From Internationalism to Imperialism
The book also raises grim astonishment in the way it reveals how the Syndicalists, who were initially quite internationalist in outlook, came to support Fascist imperialism. They shared the general Fascist view that Italy was being prevented from developing its industry through British and French imperialism. The two powers blocked Italy from access to trading with their colonies. They were therefore also critical of the League of Nations when it was set up, which they saw as an attempt by the great powers to maintain the international status quo. The Nationalists, who were formally merged with the Fascists, went further and demanded that Italy too should have an empire to benefit its industry, but also to provide land for colonisation by the surplus Italian population. Without it, they would continue to be forced to emigrate to countries like America and Britain, where they would become the lowest and most despised part of their working class. The syndicalists were also acutely aware of how low Italians were regarded and exploited in these countries, even by other members of the working class.
The syndicalists during the war and early post-war years criticised the Nationalists for their militarism and imperialism. Instead of looking forward to perpetual war, as the Nationalists did, they wanted to see instead the emergence of a new, federal European order in which nations would cooperate. This new federal state would eventually cover the world. They also looked forward to a new, equitable arrangement over access to the colonies. Pannunzio did support colonialism, which he believed was bringing civilisation to backward areas. But he also believed that colonies that were unable to become nations in their own right should be taken over by the League of Nations. Pannunzio declared ‘Egotism among nations is a material and moral absurdity; nations … cannot lived closed and isolated by must interact and cooperate’. This changed as time went on and Mussolini established the corporate state. This was always fragile and tentative, and accompanied by concessions to other sectors of Fascism on the right. In order to defend their fragile gains, the syndicalists gave their full backing to the Second World War and its imperialism, which they saw as a crusade to bring the corporate state, the great Italian achievement, but a backward world.

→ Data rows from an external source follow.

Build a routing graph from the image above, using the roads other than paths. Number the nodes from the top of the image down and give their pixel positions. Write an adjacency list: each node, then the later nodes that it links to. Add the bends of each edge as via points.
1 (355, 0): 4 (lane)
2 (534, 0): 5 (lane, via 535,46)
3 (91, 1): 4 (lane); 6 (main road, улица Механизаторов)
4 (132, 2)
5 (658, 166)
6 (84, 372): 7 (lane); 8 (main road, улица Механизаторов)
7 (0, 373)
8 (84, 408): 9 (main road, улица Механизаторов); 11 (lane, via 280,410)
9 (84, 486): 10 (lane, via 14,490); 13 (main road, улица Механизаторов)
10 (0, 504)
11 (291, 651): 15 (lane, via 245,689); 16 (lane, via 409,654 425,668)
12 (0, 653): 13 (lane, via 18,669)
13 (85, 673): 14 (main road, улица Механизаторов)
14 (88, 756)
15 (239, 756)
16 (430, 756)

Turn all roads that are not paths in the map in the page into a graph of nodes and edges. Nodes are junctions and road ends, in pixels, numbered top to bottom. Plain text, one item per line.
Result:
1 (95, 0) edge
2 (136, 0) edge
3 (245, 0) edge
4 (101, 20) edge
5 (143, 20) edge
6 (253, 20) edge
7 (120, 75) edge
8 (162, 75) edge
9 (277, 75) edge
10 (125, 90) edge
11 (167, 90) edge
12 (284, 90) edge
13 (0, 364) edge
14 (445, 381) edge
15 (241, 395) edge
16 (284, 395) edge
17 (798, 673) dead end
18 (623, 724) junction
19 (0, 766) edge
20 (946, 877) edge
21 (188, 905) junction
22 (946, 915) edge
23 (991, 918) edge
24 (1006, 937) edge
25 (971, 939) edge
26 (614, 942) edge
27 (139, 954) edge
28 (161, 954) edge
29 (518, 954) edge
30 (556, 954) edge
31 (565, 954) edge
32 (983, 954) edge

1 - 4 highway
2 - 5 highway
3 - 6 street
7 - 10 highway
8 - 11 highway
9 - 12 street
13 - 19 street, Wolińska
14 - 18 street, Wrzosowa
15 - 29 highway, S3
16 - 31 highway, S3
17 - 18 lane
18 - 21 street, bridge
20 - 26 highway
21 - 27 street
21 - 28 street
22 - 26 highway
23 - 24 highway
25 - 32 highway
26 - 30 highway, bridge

Workers Should Have a Role In Government, But Not Through Totalitarianism
I have to say I like certain aspects of the corporate state. I like the idea of trade unionists actively involved in the management of industry and in a special department of parliament, although as Sidney and Beatrice Webb point out in their Constitution for the Socialist Commonwealth of Great Britain, there are severe drawbacks with it. But any such corporatist chamber would have to be an expansion of liberal democracy, not a replacement for it. And I utterly reject and despise Fascism for its vicious intolerance, especially towards socialism and the working class, its rejection of democracy, and especially the militarism, imperialism and racism. Like Nazism it needs to be fought everywhere, in whatever guise it arises.
And the book makes very clear that the corporate state was an exaggerated response to genuine Italian problems, problems that could be solved within liberal, democratic politics.
Perhaps one day we shall see the return of trade unionists to parliaments reformed to allow them to play their proper role in government and industry. I make this recommendation in my booklet, For A Worker’s Chamber. But it should never be through any kind of autocratic, totalitarian regime.